Marriage is a contractual relationship between a man and a woman that vests the parties with a new legal status. Most of the requisites for other binding contracts must also be present in the marriage contract. Thus, the parties must have been competent to act, must have acted free from duress, and must not have made fraudulent representations; otherwise the contract may be dissolved by a judicial decree of nullity of marriage. However, marriage is unlike other contractual relationships in that it creates a status that may not be terminated at will by the parties, but only by a court, as by a divorce. It is thus often said that the state is a third party to any marriage. (Some European nations legally recognize partnerships that, though having some of the legal rights of marriage, are much easier to dissolve.)

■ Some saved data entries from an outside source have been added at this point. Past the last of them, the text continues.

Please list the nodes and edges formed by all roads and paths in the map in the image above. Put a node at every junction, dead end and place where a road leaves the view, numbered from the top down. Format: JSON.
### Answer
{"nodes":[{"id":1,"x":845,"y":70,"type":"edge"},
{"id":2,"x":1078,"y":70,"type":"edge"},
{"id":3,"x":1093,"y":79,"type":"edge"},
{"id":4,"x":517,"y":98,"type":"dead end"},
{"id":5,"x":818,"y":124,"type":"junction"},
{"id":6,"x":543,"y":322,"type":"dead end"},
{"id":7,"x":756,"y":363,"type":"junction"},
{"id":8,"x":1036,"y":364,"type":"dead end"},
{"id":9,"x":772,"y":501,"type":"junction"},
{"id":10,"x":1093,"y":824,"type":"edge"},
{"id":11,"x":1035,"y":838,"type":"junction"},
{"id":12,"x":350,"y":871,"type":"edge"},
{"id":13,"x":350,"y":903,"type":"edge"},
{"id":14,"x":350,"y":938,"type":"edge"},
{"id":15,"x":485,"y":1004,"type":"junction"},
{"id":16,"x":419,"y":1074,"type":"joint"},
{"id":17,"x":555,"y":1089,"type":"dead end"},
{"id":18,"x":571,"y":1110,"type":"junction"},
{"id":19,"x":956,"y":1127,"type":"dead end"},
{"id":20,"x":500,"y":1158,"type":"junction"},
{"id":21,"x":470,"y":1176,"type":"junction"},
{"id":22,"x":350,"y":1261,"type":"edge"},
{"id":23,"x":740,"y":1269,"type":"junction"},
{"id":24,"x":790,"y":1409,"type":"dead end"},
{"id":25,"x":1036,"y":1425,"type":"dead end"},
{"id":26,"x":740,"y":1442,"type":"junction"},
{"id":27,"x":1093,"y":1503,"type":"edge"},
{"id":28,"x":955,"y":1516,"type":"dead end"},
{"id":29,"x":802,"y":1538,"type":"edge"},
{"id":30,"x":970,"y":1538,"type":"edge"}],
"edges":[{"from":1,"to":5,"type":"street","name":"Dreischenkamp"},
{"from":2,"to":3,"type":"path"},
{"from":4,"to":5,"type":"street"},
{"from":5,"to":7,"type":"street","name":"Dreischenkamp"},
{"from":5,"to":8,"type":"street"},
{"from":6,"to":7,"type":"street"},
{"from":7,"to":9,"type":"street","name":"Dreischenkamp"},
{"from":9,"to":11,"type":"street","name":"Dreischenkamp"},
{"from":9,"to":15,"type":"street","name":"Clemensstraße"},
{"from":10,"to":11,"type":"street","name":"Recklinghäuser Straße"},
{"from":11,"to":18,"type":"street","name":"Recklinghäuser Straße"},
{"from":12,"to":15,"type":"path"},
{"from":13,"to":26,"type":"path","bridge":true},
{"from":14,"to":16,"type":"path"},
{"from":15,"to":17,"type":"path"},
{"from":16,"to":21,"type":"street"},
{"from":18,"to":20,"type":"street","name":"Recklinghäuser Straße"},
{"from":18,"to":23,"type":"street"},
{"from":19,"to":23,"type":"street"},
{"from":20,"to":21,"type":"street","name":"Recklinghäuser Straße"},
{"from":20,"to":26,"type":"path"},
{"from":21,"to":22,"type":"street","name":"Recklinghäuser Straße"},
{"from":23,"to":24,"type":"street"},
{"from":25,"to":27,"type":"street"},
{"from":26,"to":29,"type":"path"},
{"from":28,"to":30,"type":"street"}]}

With few exceptions, a marriage validly contracted in one place is recognized in others. Thus a common-law marriage—a marriage solely by the consent and behavior of the parties, without ceremony or registration—entered into in a state where such unions are valid will be deemed binding in states where a license to marry and a civil or religious solemnization are required. At an early period, common-law marriages were frequent in Europe; the difficulties arising from them—e.g., the doubtful legitimacy of children—led to their complete prohibition in Roman Catholic countries by the Council of Trent. Although common-law marriage was abolished in England in 1753, it remained lawful in Scotland and in the American colonies. Today, only 11 U.S. states permit the creation of common-law marriages within their borders. A few states have enacted laws permitting covenant marriages, in which premarital counseling is required and extra restrictions make divorce more difficult, but while such marriages are recognized by other states, the limits they place on divorce may not be, because the U.S. Supreme Court has established that the rules governing divorce are determined by the laws of the state of residence at the time of divorce and not of marriage.
Same-sex marriages, with all but a few of the legal aspects of traditional marriages, have recently been recognized in a few European nations. In the United States, local officials have from time to time registered same-sex couples or solemnized their marriages. At present, however, Vermont is the only state that grants any official recognition to a homosexual union. In some places local authorities have established "domestic partner" laws, granted "certificates of cohabitation," or undertaken similar steps in order to afford homosexual (and some other) couples various rights society reserves for marital partners.